> **Exercise objective**: With the pictures set aside, return the lines below exactly, beginning at the first and ending at the line containing "Extract the road".

[Dataset excerpts]
== Segment start ==
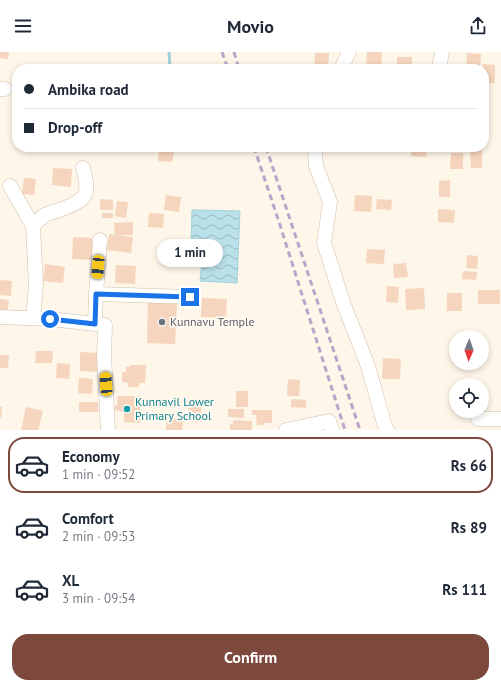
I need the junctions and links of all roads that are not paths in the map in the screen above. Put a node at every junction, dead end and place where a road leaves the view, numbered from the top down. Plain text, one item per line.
1 (349, 52) edge
2 (442, 52) edge
3 (343, 64) edge
4 (440, 64) edge
5 (315, 152) edge
6 (83, 168) dead end
7 (10, 186) dead end
8 (33, 226) junction
9 (100, 240) dead end
10 (96, 294) junction
11 (190, 297) dead end
12 (0, 317) edge
13 (33, 318) junction
14 (95, 324) junction
15 (478, 419) dead end
16 (501, 419) edge
17 (108, 430) edge
18 (286, 430) edge
19 (332, 430) edge
20 (387, 430) edge

1 - 3 street
2 - 4 street
5 - 20 street
6 - 8 street
7 - 8 street
8 - 13 street
9 - 10 street
10 - 11 street
10 - 14 street
12 - 13 street
13 - 14 street
14 - 17 street
15 - 16 street
18 - 19 street

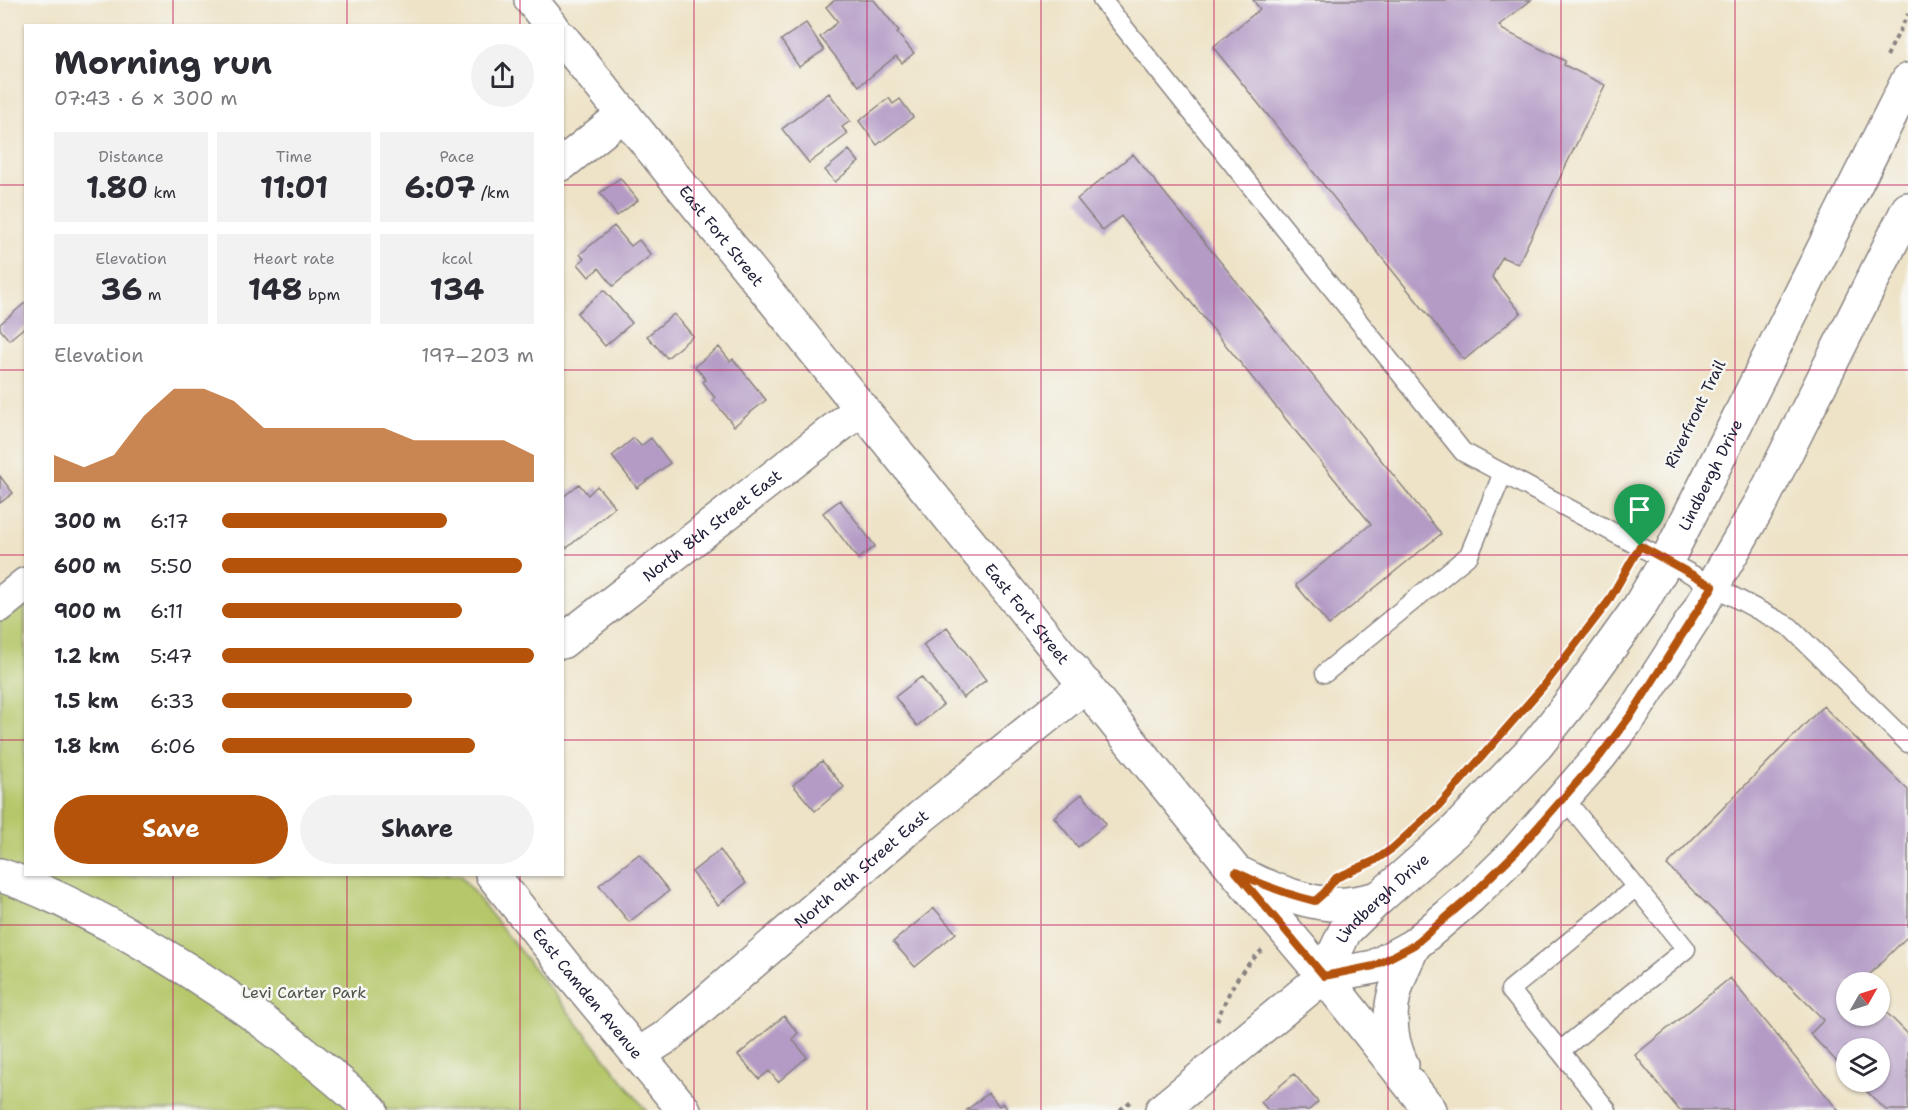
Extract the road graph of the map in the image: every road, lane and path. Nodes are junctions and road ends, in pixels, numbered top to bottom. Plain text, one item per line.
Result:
1 (531, 0) edge
2 (1102, 0) edge
3 (1908, 14) edge
4 (550, 24) edge
5 (564, 40) edge
6 (1895, 73) edge
7 (624, 114) junction
8 (564, 162) edge
9 (1908, 209) edge
10 (862, 408) junction
11 (1503, 473) junction
12 (1666, 560) junction
13 (24, 586) edge
14 (1713, 586) junction
15 (0, 605) edge
16 (564, 640) edge
17 (1325, 673) dead end
18 (1086, 685) junction
19 (1908, 743) edge
20 (1564, 798) junction
21 (1236, 872) junction
22 (0, 874) edge
23 (494, 876) edge
24 (1636, 887) junction
25 (1379, 898) junction
26 (1284, 929) junction
27 (1414, 945) junction
28 (1324, 976) junction
29 (1211, 1030) dead end
30 (1560, 1051) junction
31 (639, 1055) junction
32 (1421, 1099) edge
33 (1149, 1104) edge
34 (371, 1110) edge
35 (684, 1110) edge
36 (1120, 1110) edge
37 (1607, 1110) edge

1 - 4 street
2 - 11 lane
3 - 6 path
5 - 7 street, East Fort Street
6 - 12 street, Lindbergh Drive
7 - 8 street
7 - 10 street, East Fort Street
9 - 14 street, Lindbergh Drive
10 - 16 street, North 8th Street East
10 - 18 street, East Fort Street
11 - 12 lane
11 - 17 lane
12 - 14 lane
12 - 25 street, Lindbergh Drive
13 - 15 street
14 - 19 lane
14 - 20 street, Lindbergh Drive
18 - 21 street, East Fort Street
18 - 31 street, North 9th Street East
20 - 24 lane
20 - 27 street, Lindbergh Drive
21 - 25 street
21 - 26 street, East Fort Street
22 - 34 street
23 - 31 street, East Camden Avenue
24 - 30 lane
24 - 30 lane
25 - 28 street, Lindbergh Drive
26 - 28 street, East Fort Street
26 - 29 path
27 - 28 street, Lindbergh Drive
27 - 32 street
28 - 32 street, East Fort Street
28 - 33 street
30 - 37 lane
31 - 35 street, East Camden Avenue
33 - 36 path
== Segment end ==
> **Result**:
I need the junctions and links of all roads that are not paths in the map in the screen above. Put a node at every junction, dead end and place where a road leaves the view, numbered from the top down. Plain text, one item per line.
1 (349, 52) edge
2 (442, 52) edge
3 (343, 64) edge
4 (440, 64) edge
5 (315, 152) edge
6 (83, 168) dead end
7 (10, 186) dead end
8 (33, 226) junction
9 (100, 240) dead end
10 (96, 294) junction
11 (190, 297) dead end
12 (0, 317) edge
13 (33, 318) junction
14 (95, 324) junction
15 (478, 419) dead end
16 (501, 419) edge
17 (108, 430) edge
18 (286, 430) edge
19 (332, 430) edge
20 (387, 430) edge

1 - 3 street
2 - 4 street
5 - 20 street
6 - 8 street
7 - 8 street
8 - 13 street
9 - 10 street
10 - 11 street
10 - 14 street
12 - 13 street
13 - 14 street
14 - 17 street
15 - 16 street
18 - 19 street

Extract the road graph of the map in the image: every road, lane and path. Nodes are junctions and road ends, in pixels, numbered top to bottom. Plain text, one item per line.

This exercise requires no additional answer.